= Jodi Leib =

American painter

Jodi Leib is an American artist and independent filmmaker, focusing primarily on issues of human rights, music, popular culture, and reproductive health.

==Biography==
Born and raised in suburban Detroit, she began creating art at a young age, expressing herself through acting, photography, and painting.

==Education==
As a student at the University of Michigan, Leib studied a wide range of subjects including nursing, natural resources, psychology, and business administration before choosing an artistic career path as an independent filmmaker.

===Drama therapy===
In May 2010, Leib completed her master's degree in drama therapy and psychology theory from Lesley University. For her thesis project, Leib directed an acting class using drama therapy as a technique to unblock creativity.

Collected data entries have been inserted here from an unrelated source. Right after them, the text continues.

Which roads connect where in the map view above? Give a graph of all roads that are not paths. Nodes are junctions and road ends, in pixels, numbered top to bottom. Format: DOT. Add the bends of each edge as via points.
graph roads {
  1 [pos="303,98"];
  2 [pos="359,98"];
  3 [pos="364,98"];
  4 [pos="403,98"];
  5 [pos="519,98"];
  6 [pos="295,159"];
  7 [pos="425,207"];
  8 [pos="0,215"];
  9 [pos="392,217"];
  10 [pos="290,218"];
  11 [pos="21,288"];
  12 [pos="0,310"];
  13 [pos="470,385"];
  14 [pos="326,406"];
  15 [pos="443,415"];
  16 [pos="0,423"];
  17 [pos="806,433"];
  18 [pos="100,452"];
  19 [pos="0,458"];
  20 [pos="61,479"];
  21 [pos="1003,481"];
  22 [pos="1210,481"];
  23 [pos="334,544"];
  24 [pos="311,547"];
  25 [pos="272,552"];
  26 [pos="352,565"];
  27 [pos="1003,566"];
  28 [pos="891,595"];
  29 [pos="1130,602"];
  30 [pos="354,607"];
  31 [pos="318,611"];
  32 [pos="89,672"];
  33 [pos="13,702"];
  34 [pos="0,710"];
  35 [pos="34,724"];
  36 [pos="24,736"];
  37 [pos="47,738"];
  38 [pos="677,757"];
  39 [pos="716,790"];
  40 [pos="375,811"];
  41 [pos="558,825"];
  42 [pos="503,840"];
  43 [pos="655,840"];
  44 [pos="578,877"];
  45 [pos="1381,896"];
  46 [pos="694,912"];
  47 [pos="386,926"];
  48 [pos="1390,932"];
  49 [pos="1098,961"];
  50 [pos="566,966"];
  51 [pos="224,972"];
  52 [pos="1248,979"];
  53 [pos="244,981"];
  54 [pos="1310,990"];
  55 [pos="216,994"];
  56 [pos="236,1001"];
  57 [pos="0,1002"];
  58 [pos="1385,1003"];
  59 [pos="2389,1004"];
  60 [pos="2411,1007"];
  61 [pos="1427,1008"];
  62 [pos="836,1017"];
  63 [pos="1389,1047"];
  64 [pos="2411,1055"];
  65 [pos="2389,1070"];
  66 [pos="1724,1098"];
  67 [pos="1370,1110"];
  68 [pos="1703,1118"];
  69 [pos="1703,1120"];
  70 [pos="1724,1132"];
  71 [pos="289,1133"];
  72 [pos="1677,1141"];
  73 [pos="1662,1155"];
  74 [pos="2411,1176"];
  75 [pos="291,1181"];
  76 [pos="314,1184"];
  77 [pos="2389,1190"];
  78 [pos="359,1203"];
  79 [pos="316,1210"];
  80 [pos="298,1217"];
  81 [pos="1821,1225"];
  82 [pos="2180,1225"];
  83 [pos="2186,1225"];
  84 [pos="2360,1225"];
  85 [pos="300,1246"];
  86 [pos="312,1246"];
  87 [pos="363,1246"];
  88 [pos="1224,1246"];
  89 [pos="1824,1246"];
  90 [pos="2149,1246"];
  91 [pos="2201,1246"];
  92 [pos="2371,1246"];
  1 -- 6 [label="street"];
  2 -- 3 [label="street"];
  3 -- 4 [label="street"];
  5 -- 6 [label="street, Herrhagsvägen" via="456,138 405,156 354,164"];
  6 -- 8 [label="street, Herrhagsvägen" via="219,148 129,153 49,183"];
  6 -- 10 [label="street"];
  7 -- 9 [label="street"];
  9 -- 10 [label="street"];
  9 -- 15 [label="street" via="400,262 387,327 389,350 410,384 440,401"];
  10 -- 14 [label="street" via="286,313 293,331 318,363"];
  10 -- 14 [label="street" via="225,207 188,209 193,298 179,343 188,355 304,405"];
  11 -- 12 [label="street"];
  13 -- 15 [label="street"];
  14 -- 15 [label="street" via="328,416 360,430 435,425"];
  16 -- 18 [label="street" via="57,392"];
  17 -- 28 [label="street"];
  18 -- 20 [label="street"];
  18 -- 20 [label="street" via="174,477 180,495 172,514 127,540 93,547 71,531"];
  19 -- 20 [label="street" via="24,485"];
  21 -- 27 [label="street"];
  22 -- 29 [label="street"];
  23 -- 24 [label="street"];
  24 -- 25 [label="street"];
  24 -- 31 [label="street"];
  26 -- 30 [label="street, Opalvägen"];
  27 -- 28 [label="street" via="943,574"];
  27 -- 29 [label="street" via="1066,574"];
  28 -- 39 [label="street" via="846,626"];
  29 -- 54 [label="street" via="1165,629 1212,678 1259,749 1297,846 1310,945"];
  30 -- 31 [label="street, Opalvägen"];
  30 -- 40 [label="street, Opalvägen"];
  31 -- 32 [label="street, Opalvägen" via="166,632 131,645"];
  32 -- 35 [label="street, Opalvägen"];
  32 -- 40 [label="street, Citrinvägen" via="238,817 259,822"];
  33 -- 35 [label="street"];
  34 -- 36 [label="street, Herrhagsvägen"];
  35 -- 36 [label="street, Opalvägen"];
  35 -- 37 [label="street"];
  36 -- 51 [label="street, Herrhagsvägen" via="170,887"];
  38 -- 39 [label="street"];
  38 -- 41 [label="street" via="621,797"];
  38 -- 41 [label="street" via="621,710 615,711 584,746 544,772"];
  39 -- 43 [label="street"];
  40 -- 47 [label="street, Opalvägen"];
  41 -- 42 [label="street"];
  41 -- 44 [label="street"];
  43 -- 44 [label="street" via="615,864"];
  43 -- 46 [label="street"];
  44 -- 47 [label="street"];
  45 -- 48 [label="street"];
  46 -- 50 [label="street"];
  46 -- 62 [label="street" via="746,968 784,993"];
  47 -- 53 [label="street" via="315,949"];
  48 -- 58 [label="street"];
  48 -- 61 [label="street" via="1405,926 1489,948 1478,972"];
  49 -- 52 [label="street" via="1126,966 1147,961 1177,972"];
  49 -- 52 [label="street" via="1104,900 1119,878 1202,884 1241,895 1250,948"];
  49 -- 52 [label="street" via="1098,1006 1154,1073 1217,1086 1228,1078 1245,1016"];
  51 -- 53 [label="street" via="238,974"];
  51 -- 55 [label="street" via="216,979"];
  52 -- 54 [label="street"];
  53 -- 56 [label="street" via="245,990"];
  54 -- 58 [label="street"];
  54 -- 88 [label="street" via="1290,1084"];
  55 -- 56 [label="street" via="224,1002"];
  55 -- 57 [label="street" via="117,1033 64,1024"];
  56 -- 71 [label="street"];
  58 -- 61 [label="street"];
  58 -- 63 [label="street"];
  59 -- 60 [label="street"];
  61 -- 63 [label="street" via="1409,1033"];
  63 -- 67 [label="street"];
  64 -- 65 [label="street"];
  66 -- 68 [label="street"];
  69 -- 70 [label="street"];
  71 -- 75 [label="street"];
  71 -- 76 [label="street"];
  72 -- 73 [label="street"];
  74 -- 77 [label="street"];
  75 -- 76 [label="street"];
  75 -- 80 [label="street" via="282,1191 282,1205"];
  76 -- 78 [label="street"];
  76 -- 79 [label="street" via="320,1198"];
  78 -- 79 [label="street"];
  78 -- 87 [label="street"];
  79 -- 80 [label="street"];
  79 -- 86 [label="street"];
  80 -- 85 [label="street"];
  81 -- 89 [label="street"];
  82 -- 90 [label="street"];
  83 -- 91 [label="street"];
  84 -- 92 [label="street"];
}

==Film, Television, and Music==

=== Casino ===
In 1994, Leib moved to Los Angeles and began working in film production as an assistant director, camera assistant, and electronic press kit director. She is an uncredited production assistant on Martin Scorsese's film Casino.

===Woman’s Solitude===
Leib wrote, produced, and directed Woman's Solitude, a short film that won the Blockbuster Entertainment Award for Audience Favorite at the 1997 Wine Country Film Festival. The film touched on themes related to romance and unrequited love. The film has also screened at Academy of Motion Picture Arts and Sciences, Laemmle Sunset 5, New York International Independent Film and Video Festival, Taos Talking Pictures Film Festival, Palm Springs International Festival of Short Films and Market, and most recently at the Screen Actors Guild.

===Talk It Out!===
From 2000 to 2005, Leib was featured in a one-woman show and hosted a cable and online program called Talk It Out! with Jodi Leib. Through her Talk It Out! interviews, Leib has discussed in-depth issues such as the fear of flying with Benjamin Burnley of Breaking Benjamin, organic nutrition with Danielle Evin at Farm Aid, reproductive health with Moby, Janeane Garofalo, and Gloria Steinem at March for Women's Lives, and world love with The Black Eyed Peas.

===Monday's Child===
Concurrently, Leib penned the early drafts of the Monday’s Child screenplay, inspired by the many personal stories people shared about their reproductive health care and human rights. Leib became involved in the reproductive rights movement by attending the March for Women's Lives as a journalist in 2004 and volunteering as a board member of Young Professionals Council for Choice in 2007, shortly after she moving to New York City in 2005. Leib has spoken out for women's rights and the power of choice, and has been featured in blogs such as Words of Choice.

===Red Love Redemption===
While living in New York, Leib wrote, produced, and directed Red Love Redemption, a short film entry for the FOX reality series On the Lot. The film explores a mother-daughter relationship and received Best Picture and Best Acting nominations in the user-generated audience awards.

=== Musical Career ===

Leib is also a musician. She released her first single, "Love is Mystical" on February 15, 2005.

==Artist and painter==
In addition to her filmmaking and drama therapy, Leib is also a multimedia artist and painter and has exhibited her artwork through various shows in New York, Los Angeles, Detroit, Southampton, and Connecticut. Her work explores themes related to sexuality, war, relationships, harmony, violence, and music. Her brush strokes are broad and varied, sometimes using fine lines and geometrical shapes and other times liberally painting through improvisation. Leib's artwork has shown in exhibitions for Iraq Moratorium, GLAAD, AdCraft Club of Detroit, and many pieces have been purchased into private collections such as the Leslie Lohman Gay Art Foundation. Leib's newest paintings are currently in an art exhibition at the Bego Ezair gallery in Southampton, New York.